Manuel valls a engagé la responsabilité du Gouvernement
Manuel valls a engagé la responsabilité du Gouvernement © MaxPPP/EPA/Etienne Laurent

Le Premier ministre, Manuel Valls, a annoncé sa volonté de recourir à l'article 49-3 devant l'Assemblée nationale. Il engage donc la responsabilité du gouvernement pour permettre l'adoption du projet de loi du ministre de l'Economie, Emmanuel Macron.

L'article 49 alinéa 3 de la Constitution est une procédure contraignante qui permet au gouvernement de faire adopter sans vote un texte, modifié par les amendements qu'il souhaite introduire, lorsque sa majorité risque d'être défaillante. Le Premier ministre l'avait déjà invoqué en février dernier en première lecture pour couper l'herbe sous le pied des "frondeurs" du Parti socialiste et des écologistes qui ne voulaient pas de mesures comme l'extension du travail dominical, provoquant une onde de choc dans la majorité.

Selon Sébastien Huyghes, porte-parole du parti Les Républicains :

Manuel Valls et François Hollande n'ont plus de majorité pour faire voter la loi Macron

44 sec

huyghes sebastien LR

"Il y a un consensus pour aller vite", a déclaré lundi un parlementaire au fait du dossier, l'exécutif se contentant de dire que la question de l'utilisation du 49-3 n'est "pas encore décidée" à la veille de la reprise des débats qui, sans 49-3, se termineraient à l'Assemblée par un vote le 24 juin. Selon plusieurs députés, le passage en force sera annoncé dès mardi. Ce choix aurait été arrêté lundi lors d'un déjeuner autour du chef du gouvernement avec les présidents et rapporteurs des commissions de l'Assemblée.

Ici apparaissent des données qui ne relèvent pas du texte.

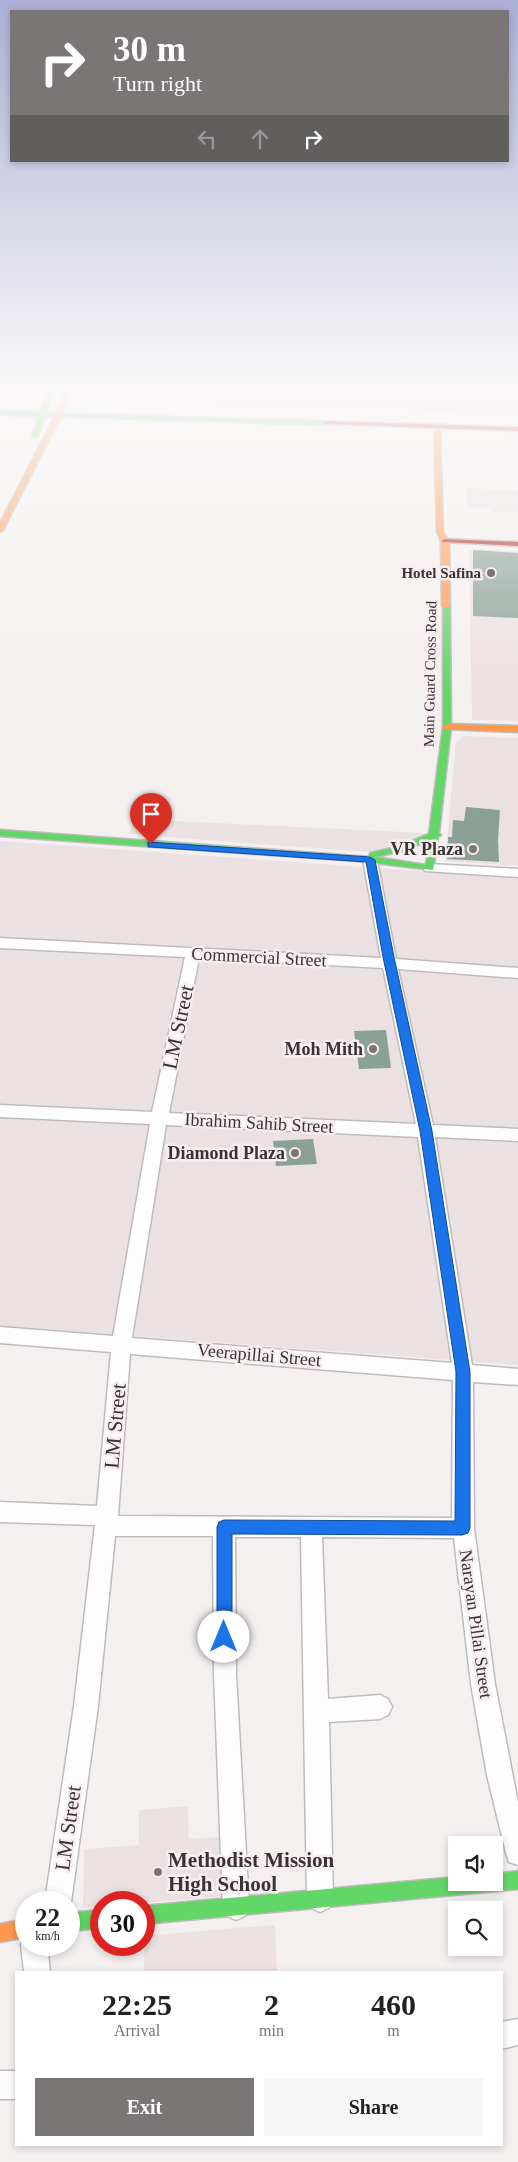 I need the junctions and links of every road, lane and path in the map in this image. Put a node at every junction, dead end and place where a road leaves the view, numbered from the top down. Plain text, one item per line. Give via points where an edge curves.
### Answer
1 (11, 490) edge
2 (12, 490) edge
3 (439, 490) edge
4 (0, 504) edge
5 (452, 529) dead end
6 (0, 530) edge
7 (445, 541) junction
8 (518, 544) edge
9 (447, 727) junction
10 (518, 729) edge
11 (0, 833) edge
12 (436, 835) junction
13 (364, 859) junction
14 (430, 868) junction
15 (518, 873) edge
16 (0, 942) edge
17 (193, 953) junction
18 (390, 964) junction
19 (518, 973) edge
20 (0, 1111) edge
21 (159, 1119) junction
22 (426, 1131) junction
23 (518, 1135) edge
24 (0, 1335) edge
25 (121, 1344) junction
26 (463, 1372) junction
27 (518, 1378) edge
28 (0, 1512) edge
29 (106, 1521) junction
30 (224, 1527) junction
31 (311, 1527) junction
32 (462, 1528) junction
33 (380, 1707) dead end
34 (317, 1711) junction
35 (518, 1853) edge
36 (518, 1880) edge
37 (60, 1891) edge
38 (320, 1899) junction
39 (236, 1907) junction
40 (155, 1915) edge
41 (15, 1930) edge
42 (0, 1933) edge
43 (35, 1956) edge
44 (37, 1971) edge
45 (518, 2032) edge
46 (503, 2036) edge
47 (0, 2085) edge
48 (15, 2086) edge

1 - 4 street
2 - 6 street
3 - 7 street, Main Guard Cross Road via 440,532
5 - 7 street
7 - 8 street
7 - 9 street, Main Guard Cross Road
9 - 10 street
9 - 12 street, Main Guard Cross Road
11 - 13 street
12 - 13 street
12 - 14 street, Main Guard Cross Road
13 - 14 street
13 - 18 street, Narayan Pillai Street
14 - 15 street
16 - 17 street, Commercial Street
17 - 18 street, Commercial Street
17 - 21 street, LM Street
18 - 19 street, Commercial Street
18 - 22 street, Narayan Pillai Street
20 - 21 street, Ibrahim Sahib Street
21 - 22 street, Ibrahim Sahib Street
21 - 25 street, LM Street
22 - 23 street, Ibrahim Sahib Street
22 - 26 street, Narayan Pillai Street
24 - 25 street, Veerapillai Street
25 - 26 street, Veerapillai Street
25 - 29 street, LM Street
26 - 27 street, Veerapillai Street
26 - 32 street, Narayan Pillai Street
28 - 29 street
29 - 30 street
29 - 37 street, LM Street via 86,1706
30 - 31 street
30 - 39 street via 224,1674
31 - 32 street
31 - 34 street
32 - 35 street, Narayan Pillai Street via 485,1694 499,1775
33 - 34 street
34 - 38 street
36 - 38 street
38 - 39 street
39 - 40 street
41 - 42 street
43 - 44 street
45 - 46 street
47 - 48 street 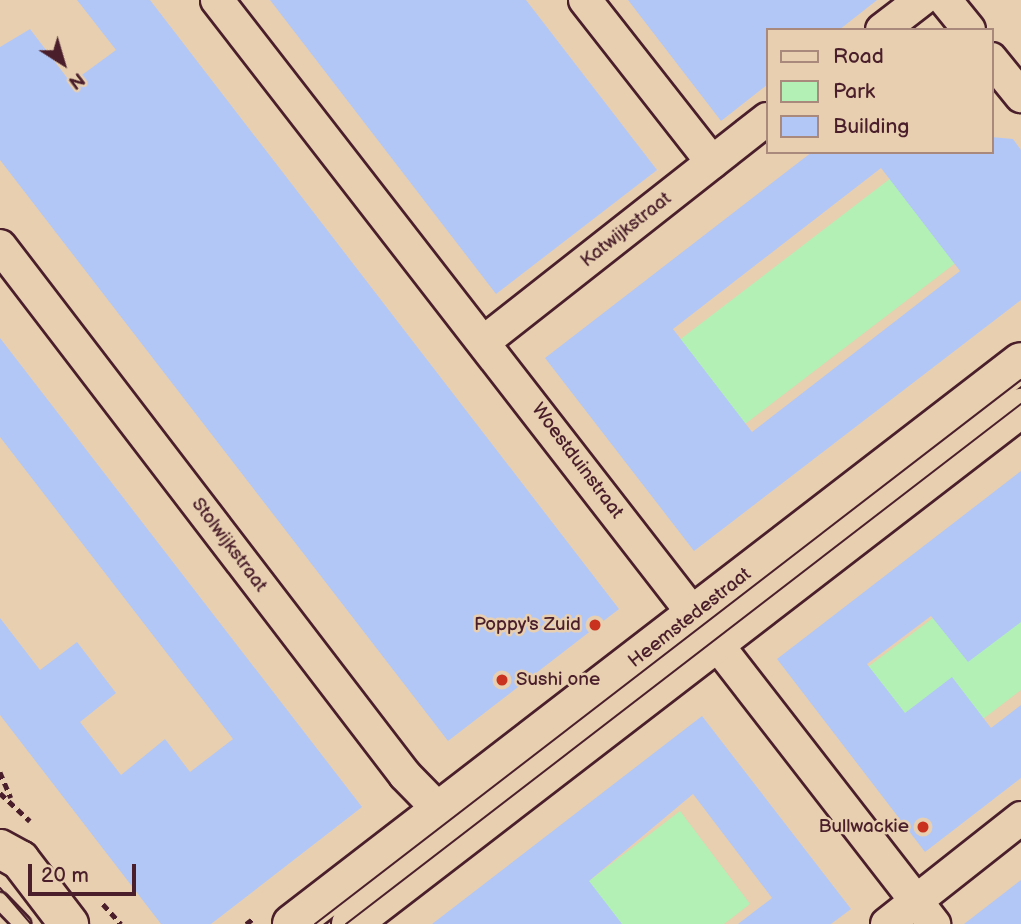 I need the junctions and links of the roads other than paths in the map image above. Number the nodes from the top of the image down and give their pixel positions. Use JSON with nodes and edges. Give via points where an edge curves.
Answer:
{"nodes":[{"id":1,"x":217,"y":0,"type":"edge"},
{"id":2,"x":585,"y":0,"type":"edge"},
{"id":3,"x":921,"y":0,"type":"edge"},
{"id":4,"x":945,"y":0,"type":"edge"},
{"id":5,"x":886,"y":28,"type":"edge"},
{"id":6,"x":966,"y":28,"type":"edge"},
{"id":7,"x":993,"y":61,"type":"edge"},
{"id":8,"x":1021,"y":96,"type":"edge"},
{"id":9,"x":766,"y":120,"type":"edge"},
{"id":10,"x":712,"y":162,"type":"junction"},
{"id":11,"x":0,"y":246,"type":"edge"},
{"id":12,"x":485,"y":341,"type":"junction"},
{"id":13,"x":1021,"y":362,"type":"edge"},
{"id":14,"x":1021,"y":408,"type":"edge"},
{"id":15,"x":706,"y":628,"type":"junction"},
{"id":16,"x":442,"y":812,"type":"junction"},
{"id":17,"x":1021,"y":818,"type":"edge"},
{"id":18,"x":7,"y":849,"type":"edge"},
{"id":19,"x":916,"y":898,"type":"junction"},
{"id":20,"x":0,"y":901,"type":"edge"},
{"id":21,"x":22,"y":924,"type":"edge"},
{"id":22,"x":69,"y":924,"type":"edge"},
{"id":23,"x":292,"y":924,"type":"edge"},
{"id":24,"x":351,"y":924,"type":"edge"},
{"id":25,"x":887,"y":924,"type":"edge"},
{"id":26,"x":934,"y":924,"type":"edge"}],
"edges":[{"from":1,"to":12,"type":"street","name":"Woestduinstraat"},
{"from":2,"to":10,"type":"street"},
{"from":3,"to":5,"type":"street"},
{"from":4,"to":6,"type":"street"},
{"from":7,"to":8,"type":"street"},
{"from":9,"to":10,"type":"street","name":"Katwijkstraat"},
{"from":10,"to":12,"type":"street","name":"Katwijkstraat"},
{"from":11,"to":16,"type":"street","name":"Stolwijkstraat"},
{"from":12,"to":15,"type":"street","name":"Woestduinstraat"},
{"from":13,"to":15,"type":"street","name":"Heemstedestraat"},
{"from":14,"to":15,"type":"street","name":"Heemstedestraat"},
{"from":15,"to":16,"type":"street","name":"Heemstedestraat"},
{"from":15,"to":19,"type":"street","name":"Woestduinstraat"},
{"from":16,"to":23,"type":"street","name":"Heemstedestraat"},
{"from":16,"to":24,"type":"street","name":"Heemstedestraat"},
{"from":17,"to":19,"type":"street"},
{"from":18,"to":22,"type":"street"},
{"from":19,"to":25,"type":"street"},
{"from":19,"to":26,"type":"street","name":"Woestduinstraat"},
{"from":20,"to":21,"type":"lane"}]}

Pour le chef de file des frondeurs Christian Paul, ce nouveau 49-3 c'est un aveu de faiblesse

44 sec

"Le passage en force est toujours un aveu de faiblesse, surtout quand il n'est précédé d'aucun dialogue"

Le projet de loi sera considéré comme adopté sauf si une motion de censure est déposée dans les 24 heures qui suivent l'annonce par le Premier ministre qu'il engage sa responsabilité. Le rejet, fort probable, de cette motion entraînera l'adoption du texte. Les groupes Les Républicains et UDI (centriste) sont hostiles au projet de loi du ministre de l'Economie, Emmanuel Macron, ainsi que le Front de gauche, les écologistes, une partie des radicaux de gauche et les "frondeurs" du groupe PS.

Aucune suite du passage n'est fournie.